Economic Defaults Guide to Economic Defaults

Economic Defaults

The global recession has forced many financial institutions and even nations to default on their repayments, but what exactly are economic defaults.  This guide will tell you the basics of what you need to know.

What are Economic Defaults?

Basically a default is the failure to pay back a loan. In the world of finance and economics a default is when a debtor cannot meet their obligations; they may not have been able to keep to a scheduled repayment or has broken some aspect of the loan deal.

Defaults occur if the debtor is unable or unwilling to pay off their debts and can happen to all types of debt obligations such as loans, mortgages and bonds. Defaults should be distinguished from bankruptcy and insolvency.

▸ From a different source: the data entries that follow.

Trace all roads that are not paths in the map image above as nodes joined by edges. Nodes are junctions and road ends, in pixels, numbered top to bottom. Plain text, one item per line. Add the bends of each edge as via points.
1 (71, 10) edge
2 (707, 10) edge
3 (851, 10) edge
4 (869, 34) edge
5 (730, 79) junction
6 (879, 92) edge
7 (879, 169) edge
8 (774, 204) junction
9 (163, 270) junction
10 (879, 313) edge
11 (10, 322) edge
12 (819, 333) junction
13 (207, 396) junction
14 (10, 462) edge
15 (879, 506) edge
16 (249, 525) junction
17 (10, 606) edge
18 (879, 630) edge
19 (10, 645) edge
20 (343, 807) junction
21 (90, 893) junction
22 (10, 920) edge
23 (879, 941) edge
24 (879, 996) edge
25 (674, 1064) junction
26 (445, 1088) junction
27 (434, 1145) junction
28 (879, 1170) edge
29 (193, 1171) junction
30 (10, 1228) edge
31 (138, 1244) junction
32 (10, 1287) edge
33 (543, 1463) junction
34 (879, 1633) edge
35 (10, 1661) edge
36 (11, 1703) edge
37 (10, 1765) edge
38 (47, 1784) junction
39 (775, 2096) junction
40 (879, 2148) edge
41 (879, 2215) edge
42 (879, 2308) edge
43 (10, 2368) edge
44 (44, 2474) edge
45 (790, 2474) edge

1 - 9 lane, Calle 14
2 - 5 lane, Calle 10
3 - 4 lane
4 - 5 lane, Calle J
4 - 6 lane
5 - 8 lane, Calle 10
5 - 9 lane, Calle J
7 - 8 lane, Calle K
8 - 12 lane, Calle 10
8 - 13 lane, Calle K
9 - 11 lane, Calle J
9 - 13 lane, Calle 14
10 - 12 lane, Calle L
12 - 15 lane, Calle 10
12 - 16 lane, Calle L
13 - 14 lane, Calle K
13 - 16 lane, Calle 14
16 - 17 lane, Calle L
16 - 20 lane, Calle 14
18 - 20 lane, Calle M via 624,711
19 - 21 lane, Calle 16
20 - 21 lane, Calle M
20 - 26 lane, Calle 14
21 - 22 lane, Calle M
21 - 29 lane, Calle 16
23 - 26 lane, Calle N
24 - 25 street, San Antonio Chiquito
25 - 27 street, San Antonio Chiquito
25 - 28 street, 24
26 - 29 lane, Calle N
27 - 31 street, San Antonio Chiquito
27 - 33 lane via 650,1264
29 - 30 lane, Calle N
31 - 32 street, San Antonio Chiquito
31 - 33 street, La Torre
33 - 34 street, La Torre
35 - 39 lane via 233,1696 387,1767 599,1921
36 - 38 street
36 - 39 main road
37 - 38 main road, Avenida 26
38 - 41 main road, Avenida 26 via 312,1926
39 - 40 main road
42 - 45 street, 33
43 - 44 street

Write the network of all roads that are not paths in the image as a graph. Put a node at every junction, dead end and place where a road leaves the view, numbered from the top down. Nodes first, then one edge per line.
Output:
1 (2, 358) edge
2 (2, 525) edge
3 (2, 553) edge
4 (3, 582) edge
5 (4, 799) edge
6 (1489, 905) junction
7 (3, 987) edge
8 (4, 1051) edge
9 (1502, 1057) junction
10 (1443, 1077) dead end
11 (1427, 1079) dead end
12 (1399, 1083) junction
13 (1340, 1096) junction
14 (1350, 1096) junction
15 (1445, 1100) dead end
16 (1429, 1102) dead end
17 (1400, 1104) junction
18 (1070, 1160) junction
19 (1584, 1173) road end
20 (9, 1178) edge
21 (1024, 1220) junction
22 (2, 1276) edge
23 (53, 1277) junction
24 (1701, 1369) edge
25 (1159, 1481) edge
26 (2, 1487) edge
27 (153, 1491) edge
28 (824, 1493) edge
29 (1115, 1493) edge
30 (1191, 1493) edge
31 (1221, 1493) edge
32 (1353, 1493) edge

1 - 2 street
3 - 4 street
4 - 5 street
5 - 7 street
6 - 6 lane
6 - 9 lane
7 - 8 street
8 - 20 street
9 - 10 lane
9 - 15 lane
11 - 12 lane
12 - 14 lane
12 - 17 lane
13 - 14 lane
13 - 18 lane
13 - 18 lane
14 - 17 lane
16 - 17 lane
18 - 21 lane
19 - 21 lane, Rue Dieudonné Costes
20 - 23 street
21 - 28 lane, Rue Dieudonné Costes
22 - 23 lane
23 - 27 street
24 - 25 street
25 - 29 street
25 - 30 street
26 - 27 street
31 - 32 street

Bankruptcy is when a legal body imposes court supervision over the debtor’s financial affairs. Insolvency is a legal term which means that a debtor is unable to repay their debts.

Types of Economic Default

There are several differing types of Economic defaults, these are:

Consumer Default

This form of default often deals with arrears in rents, mortgages, credit cards or utility payments. Rather than dealing with nations it deals with individuals.

Debt Services Default

This occurs when the debtor has not made a scheduled payment of interest.

Orderly Defaults

In the recent times of economic crisis the issue of a nation’s debt has been raised a lot. During these times a lender could engineer the restructuring of a country’s public debt. This is also called a controlled default. This strategy is often criticised as the time it takes to carry out may impact negatively on lenders and other countries.

Sovereign Defaults

Nation states and sovereign borrowers tend to not be punished by the law if they default on their loans. Countries like Argentina have defaulted on $1billion debts owed to the World Bank and did not occur much in the way of a punishment. In these situations the creditor and country will renegotiate the terms of the loan.

Strategic Defaults

These are when a debtor can choose to default on a loan even though they are able to make payments towards paying it off. This type of default is often used In the United States for mortgage loans. It’s called ‘jingle mail’- the debtor stops repaying the loan and posts the keys back to the bank.